- EXERCISE OBJECTIVE
In the entries below, how many lines contain the word "Sithole"? State the number and nothing more.
BEGIN DATA TO PROCESS
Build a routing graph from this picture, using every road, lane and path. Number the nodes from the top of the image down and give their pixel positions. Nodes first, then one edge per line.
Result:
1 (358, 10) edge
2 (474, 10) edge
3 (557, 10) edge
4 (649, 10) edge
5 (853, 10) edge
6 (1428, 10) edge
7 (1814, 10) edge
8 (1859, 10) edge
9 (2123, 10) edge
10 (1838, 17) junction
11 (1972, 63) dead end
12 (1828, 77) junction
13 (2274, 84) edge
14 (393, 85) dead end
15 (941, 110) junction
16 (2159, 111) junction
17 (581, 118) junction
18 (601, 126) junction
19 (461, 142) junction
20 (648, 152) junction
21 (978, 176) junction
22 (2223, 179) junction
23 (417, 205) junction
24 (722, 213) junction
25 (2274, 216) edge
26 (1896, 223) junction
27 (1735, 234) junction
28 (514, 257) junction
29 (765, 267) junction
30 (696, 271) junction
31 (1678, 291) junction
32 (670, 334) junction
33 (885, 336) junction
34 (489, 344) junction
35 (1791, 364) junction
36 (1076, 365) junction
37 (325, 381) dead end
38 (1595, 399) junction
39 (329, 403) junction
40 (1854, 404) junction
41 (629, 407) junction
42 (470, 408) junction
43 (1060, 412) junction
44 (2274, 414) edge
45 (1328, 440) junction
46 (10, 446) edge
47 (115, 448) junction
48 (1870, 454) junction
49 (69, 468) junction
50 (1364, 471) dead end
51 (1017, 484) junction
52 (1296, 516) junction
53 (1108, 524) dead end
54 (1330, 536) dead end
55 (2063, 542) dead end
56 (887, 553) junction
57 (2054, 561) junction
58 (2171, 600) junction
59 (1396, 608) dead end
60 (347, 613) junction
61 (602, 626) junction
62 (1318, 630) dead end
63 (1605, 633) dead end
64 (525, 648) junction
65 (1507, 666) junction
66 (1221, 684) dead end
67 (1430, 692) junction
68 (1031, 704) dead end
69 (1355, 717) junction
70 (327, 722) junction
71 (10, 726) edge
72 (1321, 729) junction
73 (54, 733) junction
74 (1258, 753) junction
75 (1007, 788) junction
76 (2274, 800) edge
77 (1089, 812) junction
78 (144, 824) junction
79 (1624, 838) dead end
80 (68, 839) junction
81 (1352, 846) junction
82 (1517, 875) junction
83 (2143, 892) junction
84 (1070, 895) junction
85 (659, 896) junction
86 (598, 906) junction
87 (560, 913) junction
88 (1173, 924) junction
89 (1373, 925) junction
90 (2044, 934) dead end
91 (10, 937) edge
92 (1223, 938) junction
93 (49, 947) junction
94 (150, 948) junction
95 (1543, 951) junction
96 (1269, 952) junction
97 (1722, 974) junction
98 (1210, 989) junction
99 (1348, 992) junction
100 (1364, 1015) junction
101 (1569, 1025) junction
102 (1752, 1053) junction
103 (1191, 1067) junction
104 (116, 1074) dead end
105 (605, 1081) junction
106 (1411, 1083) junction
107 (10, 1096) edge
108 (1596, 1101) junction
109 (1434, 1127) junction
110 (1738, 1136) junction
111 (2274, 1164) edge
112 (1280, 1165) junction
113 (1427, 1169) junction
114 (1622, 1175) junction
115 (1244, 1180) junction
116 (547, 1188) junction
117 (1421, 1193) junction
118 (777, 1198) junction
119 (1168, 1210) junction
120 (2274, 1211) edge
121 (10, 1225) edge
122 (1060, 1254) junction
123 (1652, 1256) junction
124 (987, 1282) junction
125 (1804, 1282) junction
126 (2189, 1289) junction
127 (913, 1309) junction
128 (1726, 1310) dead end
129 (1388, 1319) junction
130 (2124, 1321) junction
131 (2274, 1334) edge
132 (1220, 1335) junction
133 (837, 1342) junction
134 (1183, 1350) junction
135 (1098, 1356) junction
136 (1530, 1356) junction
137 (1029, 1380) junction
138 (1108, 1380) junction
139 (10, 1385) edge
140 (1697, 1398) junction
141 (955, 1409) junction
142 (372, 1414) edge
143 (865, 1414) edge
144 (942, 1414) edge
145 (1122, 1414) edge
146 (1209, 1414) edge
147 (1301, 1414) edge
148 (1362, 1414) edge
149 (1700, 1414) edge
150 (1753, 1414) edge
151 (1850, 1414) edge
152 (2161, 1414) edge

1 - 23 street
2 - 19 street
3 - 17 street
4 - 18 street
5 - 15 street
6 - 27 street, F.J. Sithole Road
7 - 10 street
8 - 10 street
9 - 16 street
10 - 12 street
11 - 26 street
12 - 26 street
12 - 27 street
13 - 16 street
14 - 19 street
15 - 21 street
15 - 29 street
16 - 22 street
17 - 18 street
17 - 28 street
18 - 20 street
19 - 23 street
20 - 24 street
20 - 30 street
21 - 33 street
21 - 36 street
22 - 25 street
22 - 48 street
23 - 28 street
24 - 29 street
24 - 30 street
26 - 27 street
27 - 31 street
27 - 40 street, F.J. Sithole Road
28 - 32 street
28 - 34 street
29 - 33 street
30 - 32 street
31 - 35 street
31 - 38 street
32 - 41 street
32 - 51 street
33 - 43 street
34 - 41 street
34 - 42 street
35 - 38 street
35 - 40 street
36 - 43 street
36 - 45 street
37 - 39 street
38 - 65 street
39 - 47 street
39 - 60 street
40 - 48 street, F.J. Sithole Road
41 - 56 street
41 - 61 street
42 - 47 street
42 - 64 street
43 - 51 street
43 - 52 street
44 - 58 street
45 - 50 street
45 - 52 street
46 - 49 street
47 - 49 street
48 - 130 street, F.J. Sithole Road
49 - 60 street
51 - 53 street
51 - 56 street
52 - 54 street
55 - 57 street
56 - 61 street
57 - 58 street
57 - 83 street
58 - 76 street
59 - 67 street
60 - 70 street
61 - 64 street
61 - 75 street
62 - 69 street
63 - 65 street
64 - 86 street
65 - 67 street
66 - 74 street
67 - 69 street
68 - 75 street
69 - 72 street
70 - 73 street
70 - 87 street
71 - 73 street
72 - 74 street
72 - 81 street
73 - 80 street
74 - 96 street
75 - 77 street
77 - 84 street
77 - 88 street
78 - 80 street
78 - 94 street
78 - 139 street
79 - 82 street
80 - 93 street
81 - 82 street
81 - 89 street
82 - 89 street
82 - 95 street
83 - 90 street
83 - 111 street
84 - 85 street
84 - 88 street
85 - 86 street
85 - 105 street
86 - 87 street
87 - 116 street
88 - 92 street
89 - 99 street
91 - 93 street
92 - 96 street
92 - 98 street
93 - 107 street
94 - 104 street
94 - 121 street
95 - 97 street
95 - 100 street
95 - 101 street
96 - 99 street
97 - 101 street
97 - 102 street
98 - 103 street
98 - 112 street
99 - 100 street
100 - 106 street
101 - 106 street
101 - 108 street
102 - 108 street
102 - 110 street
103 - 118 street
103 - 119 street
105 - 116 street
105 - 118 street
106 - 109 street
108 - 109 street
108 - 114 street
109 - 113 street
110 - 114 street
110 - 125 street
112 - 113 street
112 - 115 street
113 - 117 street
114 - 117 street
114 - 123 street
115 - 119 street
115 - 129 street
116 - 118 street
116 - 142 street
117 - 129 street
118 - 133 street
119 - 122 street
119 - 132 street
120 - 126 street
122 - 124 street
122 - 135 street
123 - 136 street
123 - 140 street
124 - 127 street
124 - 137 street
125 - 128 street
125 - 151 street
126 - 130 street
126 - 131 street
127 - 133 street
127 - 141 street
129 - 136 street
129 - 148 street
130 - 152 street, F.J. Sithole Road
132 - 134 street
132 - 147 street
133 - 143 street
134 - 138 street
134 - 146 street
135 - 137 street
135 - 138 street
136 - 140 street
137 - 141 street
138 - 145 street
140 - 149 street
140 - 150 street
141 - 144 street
END DATA TO PROCESS
- YOUR RESPONSE
5